# Kasich Fully Anti-gun



## RedLion (Sep 23, 2015)

What a turd. I still can not believe that this guy is OH Governor and some supported him for POTUS in 2016. I wonder how much his attempt to "run as a centrist" will pull votes away from Dems in 2020?

https://hotair.com/archives/2018/02/19/heh-kasich-deletes-pro-gun-section-campaign-website/


----------



## Denton (Sep 18, 2012)

Knee-jerk, emotional response that indicates he is not capable of sound reasoning or that he was never a 2A guy in the first place.


----------



## Smitty901 (Nov 16, 2012)

Kasich, is Fraud. He was working with Hillary all a long to try and upset Trump. he was looking for a pay day in favors from Hillary


----------



## paraquack (Mar 1, 2013)

Kasich is 100% entitled to his opinion, no matter how ignorant it might be!


----------



## Stockton (Jun 21, 2017)

The biggest political blunder he and McCain ever made was selecting the "R" behind their names.
They let the democratic party go full socialist and could have moderated them, but no. They had
to help ruin the Republican party.


----------



## oldgrouch (Jul 11, 2014)

I guess I'll catch some heat here, but it seems that some of these kids (from what I've seen elsewhere as well)are really enjoying their 15 minutes while some prog/dem/commie leads them around by the nose and waves lists of talking points in their faces.


----------



## Stockton (Jun 21, 2017)

Off the Kasich topic but its interesting about those "kids"

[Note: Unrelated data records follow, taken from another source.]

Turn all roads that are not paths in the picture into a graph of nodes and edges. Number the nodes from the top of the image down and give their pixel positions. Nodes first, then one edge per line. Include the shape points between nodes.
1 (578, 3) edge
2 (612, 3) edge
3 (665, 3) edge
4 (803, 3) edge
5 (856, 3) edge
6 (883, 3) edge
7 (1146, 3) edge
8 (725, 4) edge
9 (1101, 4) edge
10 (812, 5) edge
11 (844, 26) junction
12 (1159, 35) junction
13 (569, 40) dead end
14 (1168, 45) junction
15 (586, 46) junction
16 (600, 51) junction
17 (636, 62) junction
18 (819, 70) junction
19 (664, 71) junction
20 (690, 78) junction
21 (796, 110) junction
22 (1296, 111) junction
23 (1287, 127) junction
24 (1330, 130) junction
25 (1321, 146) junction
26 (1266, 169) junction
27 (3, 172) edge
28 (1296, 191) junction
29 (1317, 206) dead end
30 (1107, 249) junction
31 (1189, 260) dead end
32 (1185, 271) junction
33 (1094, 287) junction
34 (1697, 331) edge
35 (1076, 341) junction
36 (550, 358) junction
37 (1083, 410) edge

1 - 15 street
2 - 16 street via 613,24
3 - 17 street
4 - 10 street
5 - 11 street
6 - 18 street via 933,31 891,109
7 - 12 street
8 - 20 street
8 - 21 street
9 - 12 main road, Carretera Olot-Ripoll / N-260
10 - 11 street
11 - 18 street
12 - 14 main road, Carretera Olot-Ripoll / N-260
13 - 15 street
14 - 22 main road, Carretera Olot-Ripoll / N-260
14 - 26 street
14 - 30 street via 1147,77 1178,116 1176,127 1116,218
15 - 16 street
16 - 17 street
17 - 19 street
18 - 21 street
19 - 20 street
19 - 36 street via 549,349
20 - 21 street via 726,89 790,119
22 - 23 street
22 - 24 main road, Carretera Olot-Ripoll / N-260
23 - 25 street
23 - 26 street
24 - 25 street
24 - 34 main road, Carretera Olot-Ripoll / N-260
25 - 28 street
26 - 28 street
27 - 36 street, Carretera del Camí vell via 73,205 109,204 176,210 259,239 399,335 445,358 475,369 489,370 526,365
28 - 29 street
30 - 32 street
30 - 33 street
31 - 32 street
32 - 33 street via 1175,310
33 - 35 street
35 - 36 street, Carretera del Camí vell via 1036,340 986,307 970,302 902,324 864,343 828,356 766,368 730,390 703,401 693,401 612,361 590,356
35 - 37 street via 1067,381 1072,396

There is a meme on facebook suggesting this kid was also
a "victim" in a CA shooting? Also that his dad is FBI and
rabid anti gun. The video reportedly suggests that his
dad or CNN is coaching him here.


----------



## Urinal Cake (Oct 19, 2013)




----------



## tango (Apr 12, 2013)

Kasich was always anti Trump.

He just wants to be viable!!


----------



## Joe (Nov 1, 2016)

Mr Kasich is no leader. He is just a politician and will bend to the strongest winds of the day.


----------



## Slippy (Nov 14, 2013)

oldgrouch said:


> I guess I'll catch some heat here, but it seems that some of these kids (from what I've seen elsewhere as well)are really enjoying their 15 minutes while some prog/dem/commie leads them around by the nose and waves lists of talking points in their faces.


Agree oldgrouch

These kids are the usefull/useless idiots that socialists dearly love...They are fools.


----------



## redhawk (May 7, 2014)

I lost respect for him after he treated Trump the way he did...his word is worthless, he supposedly signed the promise to support the GOP candidate in the 2016 election and yet he did not keep his promise...trifling...JM2C


----------



## Prepared One (Nov 5, 2014)

oldgrouch said:


> I guess I'll catch some heat here, but it seems that some of these kids (from what I've seen elsewhere as well)are really enjoying their 15 minutes while some prog/dem/commie leads them around by the nose and waves lists of talking points in their faces.


Bingo! We have a winner!


----------



## A Watchman (Sep 14, 2015)

Screw him.


----------